--- Supplied entries Enclosed Below ---

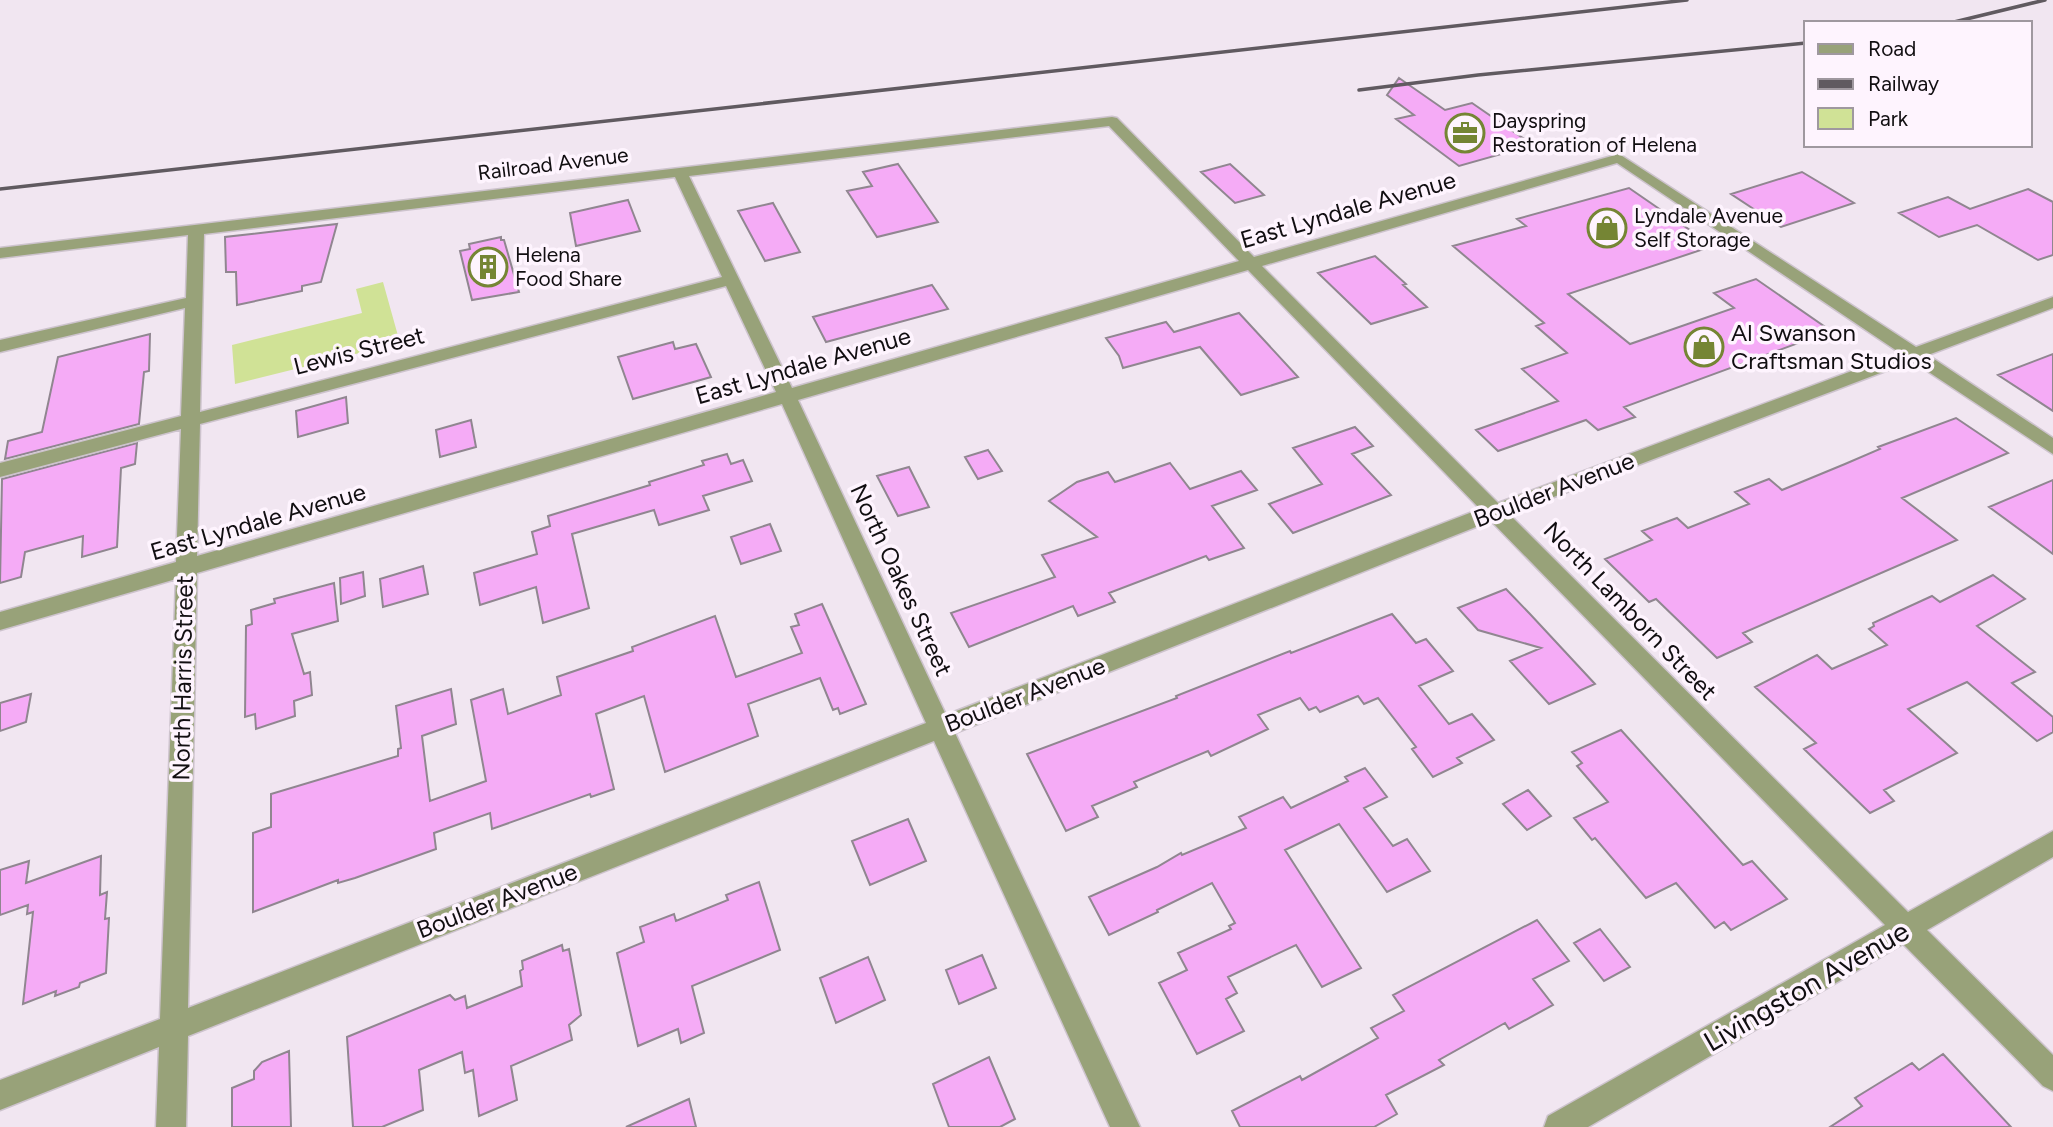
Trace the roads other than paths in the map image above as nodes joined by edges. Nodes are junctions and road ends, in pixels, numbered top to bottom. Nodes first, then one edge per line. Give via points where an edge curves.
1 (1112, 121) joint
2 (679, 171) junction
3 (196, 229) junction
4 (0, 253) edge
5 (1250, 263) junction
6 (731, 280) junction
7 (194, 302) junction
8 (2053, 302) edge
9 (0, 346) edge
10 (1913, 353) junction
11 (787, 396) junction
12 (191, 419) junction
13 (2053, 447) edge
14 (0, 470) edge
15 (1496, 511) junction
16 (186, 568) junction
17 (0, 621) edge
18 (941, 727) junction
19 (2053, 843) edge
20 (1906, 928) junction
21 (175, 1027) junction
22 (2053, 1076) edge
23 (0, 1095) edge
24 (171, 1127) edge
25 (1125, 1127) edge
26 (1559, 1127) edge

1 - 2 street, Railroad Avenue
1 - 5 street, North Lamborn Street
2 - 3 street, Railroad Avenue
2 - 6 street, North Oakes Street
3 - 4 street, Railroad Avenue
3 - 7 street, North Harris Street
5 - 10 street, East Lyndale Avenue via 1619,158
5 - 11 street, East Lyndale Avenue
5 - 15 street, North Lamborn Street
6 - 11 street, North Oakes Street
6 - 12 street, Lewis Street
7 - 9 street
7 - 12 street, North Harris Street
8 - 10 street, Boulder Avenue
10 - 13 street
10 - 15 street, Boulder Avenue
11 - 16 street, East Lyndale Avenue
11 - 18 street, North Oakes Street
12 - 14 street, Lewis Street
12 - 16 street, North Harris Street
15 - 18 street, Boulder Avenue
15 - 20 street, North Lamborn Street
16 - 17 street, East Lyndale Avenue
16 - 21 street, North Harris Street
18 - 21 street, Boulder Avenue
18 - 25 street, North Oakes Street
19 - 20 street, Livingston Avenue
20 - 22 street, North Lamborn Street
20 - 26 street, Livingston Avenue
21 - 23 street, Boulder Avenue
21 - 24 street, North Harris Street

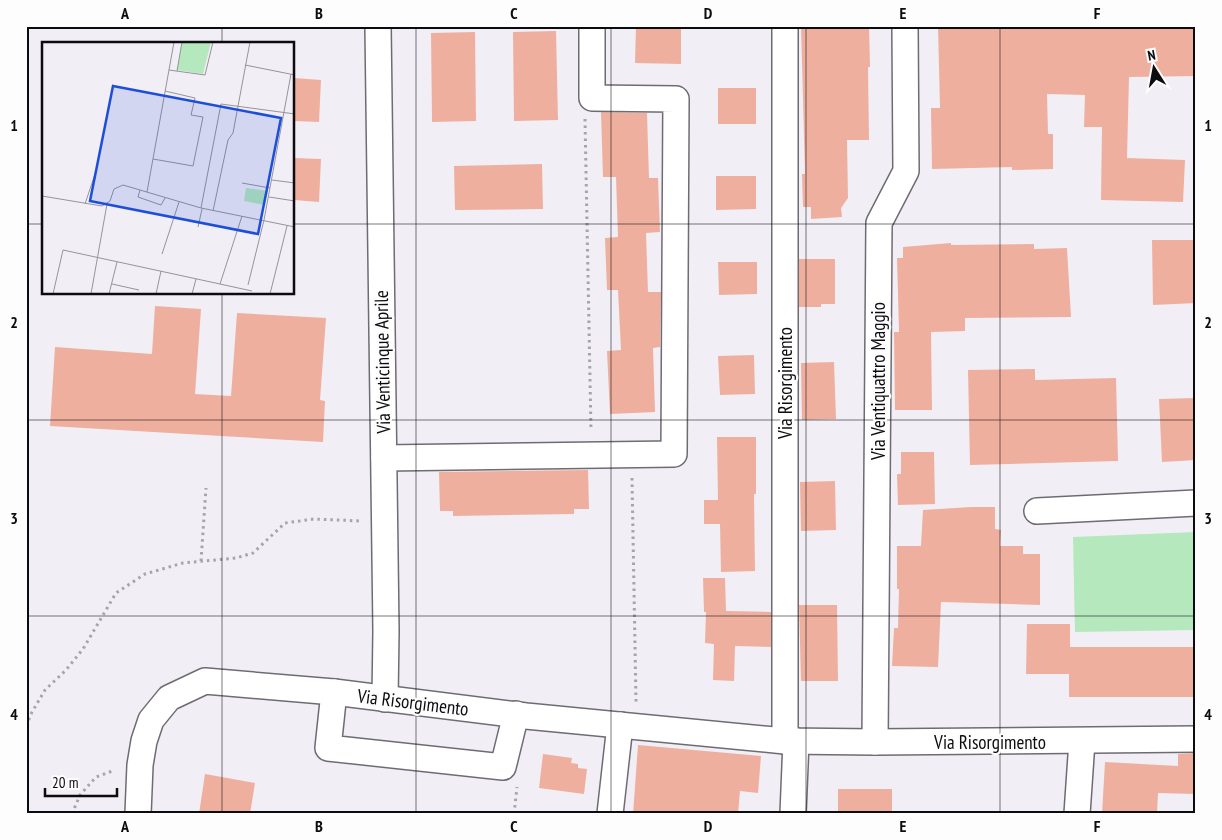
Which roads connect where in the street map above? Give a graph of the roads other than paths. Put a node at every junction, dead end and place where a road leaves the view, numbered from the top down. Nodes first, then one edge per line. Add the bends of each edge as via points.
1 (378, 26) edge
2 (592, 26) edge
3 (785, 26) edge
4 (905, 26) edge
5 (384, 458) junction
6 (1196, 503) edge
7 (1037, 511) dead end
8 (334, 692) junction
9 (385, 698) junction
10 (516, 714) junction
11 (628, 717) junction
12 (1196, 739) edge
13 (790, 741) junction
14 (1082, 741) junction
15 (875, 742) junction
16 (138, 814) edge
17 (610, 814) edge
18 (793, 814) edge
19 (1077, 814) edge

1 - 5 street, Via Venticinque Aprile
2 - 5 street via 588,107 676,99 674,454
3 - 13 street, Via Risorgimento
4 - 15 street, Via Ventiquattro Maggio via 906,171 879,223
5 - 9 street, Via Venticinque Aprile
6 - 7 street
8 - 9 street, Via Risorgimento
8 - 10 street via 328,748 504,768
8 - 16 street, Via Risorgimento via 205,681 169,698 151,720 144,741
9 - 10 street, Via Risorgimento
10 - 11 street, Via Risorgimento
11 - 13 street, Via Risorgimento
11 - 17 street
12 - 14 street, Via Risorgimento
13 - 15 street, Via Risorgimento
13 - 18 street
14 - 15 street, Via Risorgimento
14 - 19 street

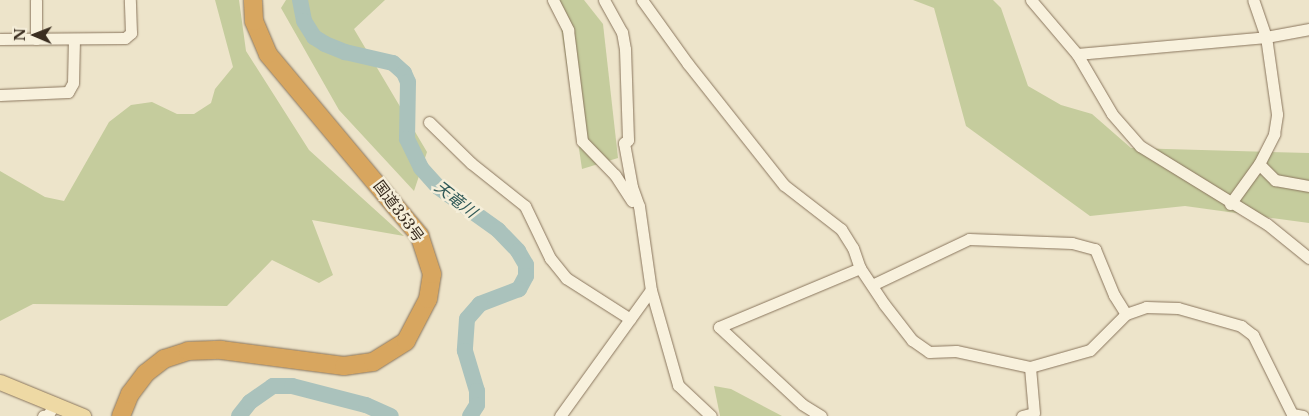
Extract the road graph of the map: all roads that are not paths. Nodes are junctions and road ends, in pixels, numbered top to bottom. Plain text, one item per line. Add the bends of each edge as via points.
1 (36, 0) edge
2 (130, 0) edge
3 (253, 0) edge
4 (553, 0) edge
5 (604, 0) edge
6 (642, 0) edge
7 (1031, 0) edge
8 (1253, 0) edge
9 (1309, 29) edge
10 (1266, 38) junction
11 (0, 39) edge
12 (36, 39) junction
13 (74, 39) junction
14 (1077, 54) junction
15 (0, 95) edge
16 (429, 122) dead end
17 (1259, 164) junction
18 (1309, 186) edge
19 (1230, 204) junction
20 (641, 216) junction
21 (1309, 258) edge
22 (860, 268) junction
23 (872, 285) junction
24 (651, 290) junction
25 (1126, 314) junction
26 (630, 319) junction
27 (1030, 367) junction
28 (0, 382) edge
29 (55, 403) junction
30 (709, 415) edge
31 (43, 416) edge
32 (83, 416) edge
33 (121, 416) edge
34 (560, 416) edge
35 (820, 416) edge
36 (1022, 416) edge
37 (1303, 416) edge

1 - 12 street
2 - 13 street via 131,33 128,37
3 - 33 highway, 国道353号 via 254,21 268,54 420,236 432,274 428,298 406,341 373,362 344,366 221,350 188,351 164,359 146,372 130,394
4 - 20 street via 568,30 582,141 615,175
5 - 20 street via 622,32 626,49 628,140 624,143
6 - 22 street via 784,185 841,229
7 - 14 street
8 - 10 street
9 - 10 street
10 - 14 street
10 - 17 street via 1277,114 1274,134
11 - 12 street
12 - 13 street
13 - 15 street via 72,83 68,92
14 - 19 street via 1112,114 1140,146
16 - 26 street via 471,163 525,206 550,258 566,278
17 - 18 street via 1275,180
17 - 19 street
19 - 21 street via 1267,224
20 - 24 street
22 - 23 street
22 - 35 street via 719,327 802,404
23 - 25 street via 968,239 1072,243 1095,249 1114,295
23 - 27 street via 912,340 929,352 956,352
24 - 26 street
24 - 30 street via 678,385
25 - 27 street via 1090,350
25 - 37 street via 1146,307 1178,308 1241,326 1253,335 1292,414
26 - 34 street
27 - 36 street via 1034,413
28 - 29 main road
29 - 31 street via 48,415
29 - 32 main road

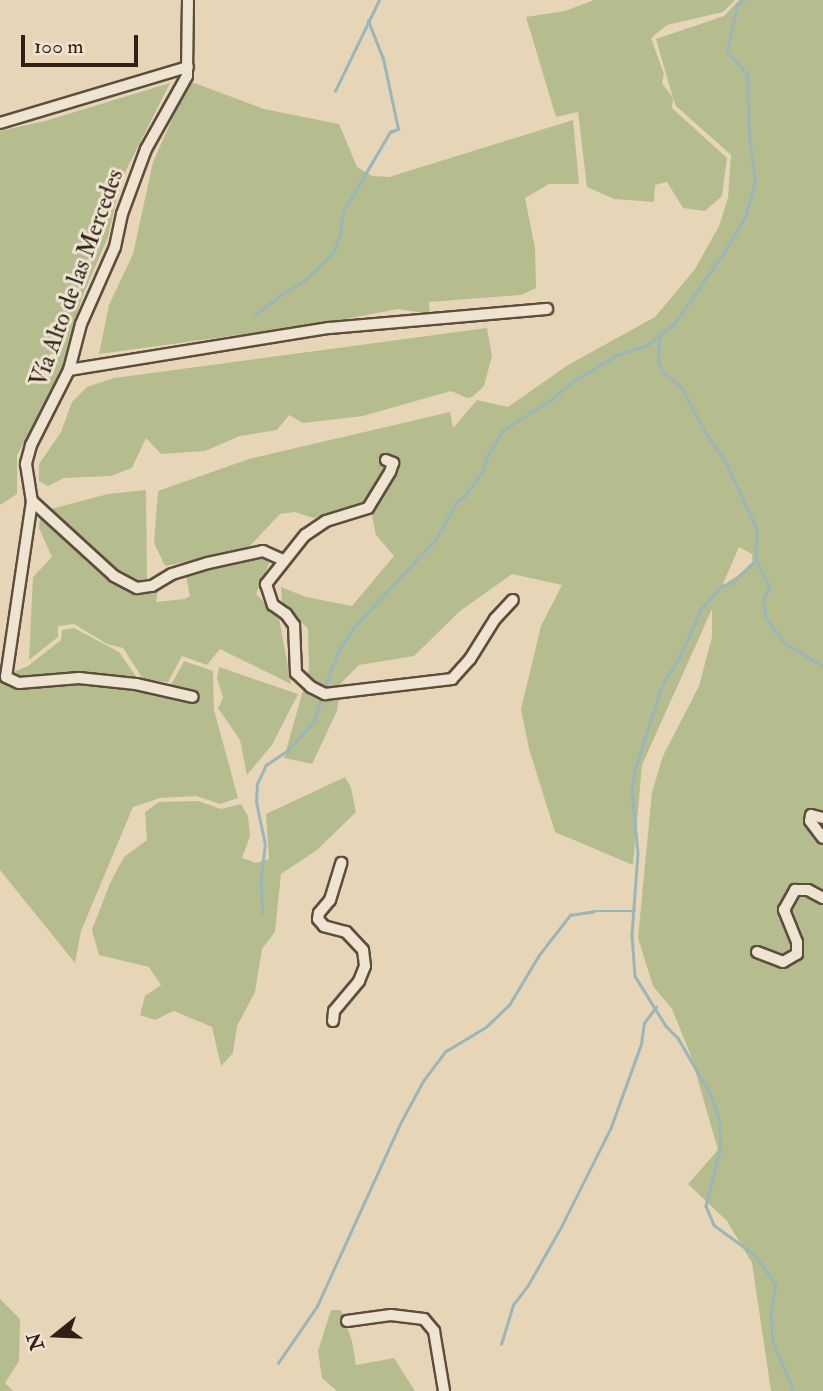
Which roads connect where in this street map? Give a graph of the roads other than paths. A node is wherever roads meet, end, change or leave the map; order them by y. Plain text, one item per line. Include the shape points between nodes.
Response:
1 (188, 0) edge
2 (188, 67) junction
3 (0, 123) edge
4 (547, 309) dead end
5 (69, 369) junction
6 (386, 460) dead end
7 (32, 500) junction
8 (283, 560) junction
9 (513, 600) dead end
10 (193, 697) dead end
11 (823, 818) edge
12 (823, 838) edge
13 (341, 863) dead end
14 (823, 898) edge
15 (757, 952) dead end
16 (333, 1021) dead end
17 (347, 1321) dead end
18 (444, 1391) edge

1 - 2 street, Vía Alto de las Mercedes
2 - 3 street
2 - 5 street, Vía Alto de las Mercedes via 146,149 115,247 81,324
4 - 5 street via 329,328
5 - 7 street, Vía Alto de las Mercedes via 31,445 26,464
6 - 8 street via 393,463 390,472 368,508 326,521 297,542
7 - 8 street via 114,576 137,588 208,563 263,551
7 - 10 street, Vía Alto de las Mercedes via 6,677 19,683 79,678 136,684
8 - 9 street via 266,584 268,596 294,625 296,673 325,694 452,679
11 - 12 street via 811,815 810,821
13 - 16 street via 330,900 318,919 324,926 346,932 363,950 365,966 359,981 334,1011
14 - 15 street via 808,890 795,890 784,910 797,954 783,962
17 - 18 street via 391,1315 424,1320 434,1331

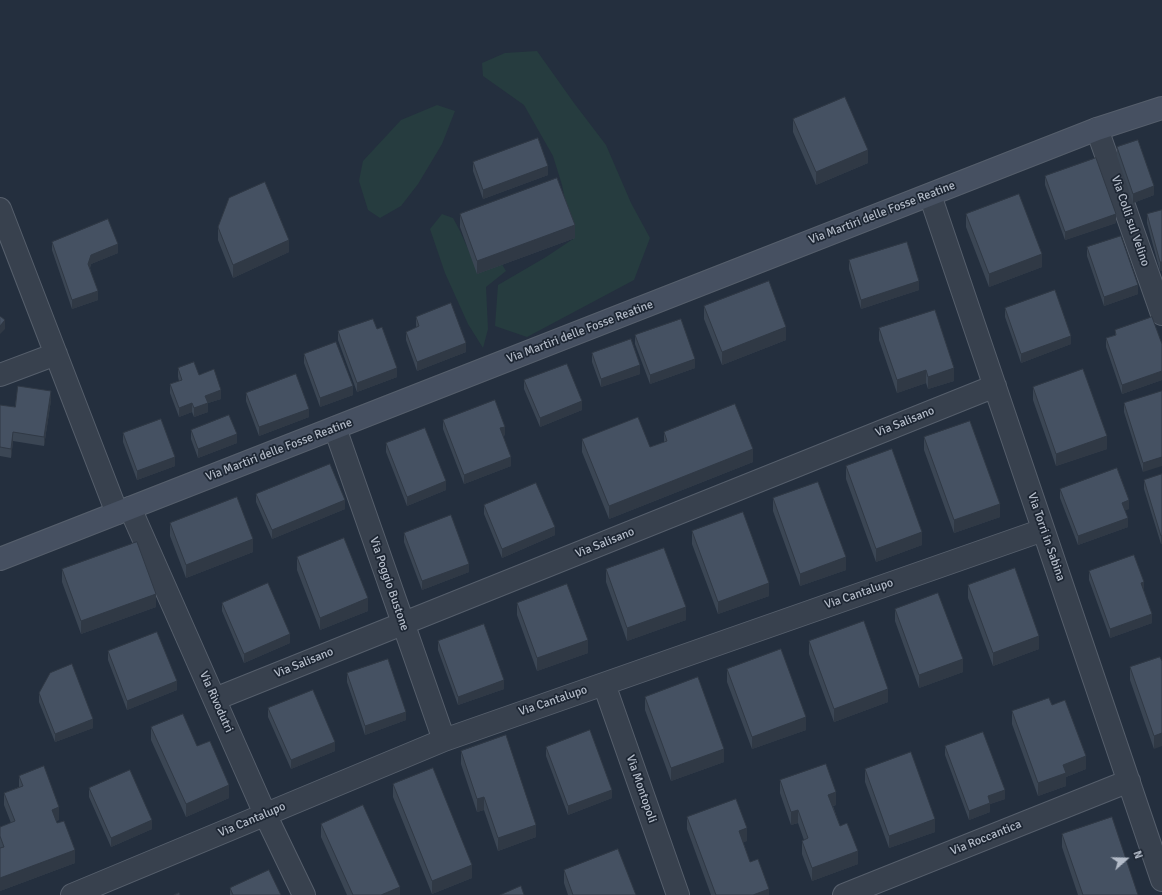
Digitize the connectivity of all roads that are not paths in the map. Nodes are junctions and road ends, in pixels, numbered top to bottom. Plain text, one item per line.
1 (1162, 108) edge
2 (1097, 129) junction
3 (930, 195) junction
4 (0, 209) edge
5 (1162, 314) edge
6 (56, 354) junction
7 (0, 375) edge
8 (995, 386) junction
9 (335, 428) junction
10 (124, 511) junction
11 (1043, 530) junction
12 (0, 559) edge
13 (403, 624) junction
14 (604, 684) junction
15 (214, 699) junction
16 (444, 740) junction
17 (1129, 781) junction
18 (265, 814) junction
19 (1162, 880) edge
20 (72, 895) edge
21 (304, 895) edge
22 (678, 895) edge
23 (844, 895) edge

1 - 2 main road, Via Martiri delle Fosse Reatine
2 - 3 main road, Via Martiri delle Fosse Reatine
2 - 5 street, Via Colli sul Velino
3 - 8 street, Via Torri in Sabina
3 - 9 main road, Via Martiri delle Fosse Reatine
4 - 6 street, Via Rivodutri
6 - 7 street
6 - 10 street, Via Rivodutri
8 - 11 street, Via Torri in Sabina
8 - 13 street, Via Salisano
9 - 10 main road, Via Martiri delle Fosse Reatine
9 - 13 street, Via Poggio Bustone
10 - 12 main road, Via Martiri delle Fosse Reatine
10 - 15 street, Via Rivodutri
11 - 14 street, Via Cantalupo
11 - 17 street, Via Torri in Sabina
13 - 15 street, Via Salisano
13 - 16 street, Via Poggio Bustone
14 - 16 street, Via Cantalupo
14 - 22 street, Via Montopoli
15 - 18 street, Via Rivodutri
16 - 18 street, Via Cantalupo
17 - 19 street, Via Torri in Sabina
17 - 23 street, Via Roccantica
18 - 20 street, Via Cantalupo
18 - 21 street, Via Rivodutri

--- End of Enclosed Supplied entries ---

What is expected:
The answer is the line holding "Digitize the connectivity" and all the lines after it through the end of the records, repeated exactly.

Result below:
Digitize the connectivity of all roads that are not paths in the map. Nodes are junctions and road ends, in pixels, numbered top to bottom. Plain text, one item per line.
1 (1162, 108) edge
2 (1097, 129) junction
3 (930, 195) junction
4 (0, 209) edge
5 (1162, 314) edge
6 (56, 354) junction
7 (0, 375) edge
8 (995, 386) junction
9 (335, 428) junction
10 (124, 511) junction
11 (1043, 530) junction
12 (0, 559) edge
13 (403, 624) junction
14 (604, 684) junction
15 (214, 699) junction
16 (444, 740) junction
17 (1129, 781) junction
18 (265, 814) junction
19 (1162, 880) edge
20 (72, 895) edge
21 (304, 895) edge
22 (678, 895) edge
23 (844, 895) edge

1 - 2 main road, Via Martiri delle Fosse Reatine
2 - 3 main road, Via Martiri delle Fosse Reatine
2 - 5 street, Via Colli sul Velino
3 - 8 street, Via Torri in Sabina
3 - 9 main road, Via Martiri delle Fosse Reatine
4 - 6 street, Via Rivodutri
6 - 7 street
6 - 10 street, Via Rivodutri
8 - 11 street, Via Torri in Sabina
8 - 13 street, Via Salisano
9 - 10 main road, Via Martiri delle Fosse Reatine
9 - 13 street, Via Poggio Bustone
10 - 12 main road, Via Martiri delle Fosse Reatine
10 - 15 street, Via Rivodutri
11 - 14 street, Via Cantalupo
11 - 17 street, Via Torri in Sabina
13 - 15 street, Via Salisano
13 - 16 street, Via Poggio Bustone
14 - 16 street, Via Cantalupo
14 - 22 street, Via Montopoli
15 - 18 street, Via Rivodutri
16 - 18 street, Via Cantalupo
17 - 19 street, Via Torri in Sabina
17 - 23 street, Via Roccantica
18 - 20 street, Via Cantalupo
18 - 21 street, Via Rivodutri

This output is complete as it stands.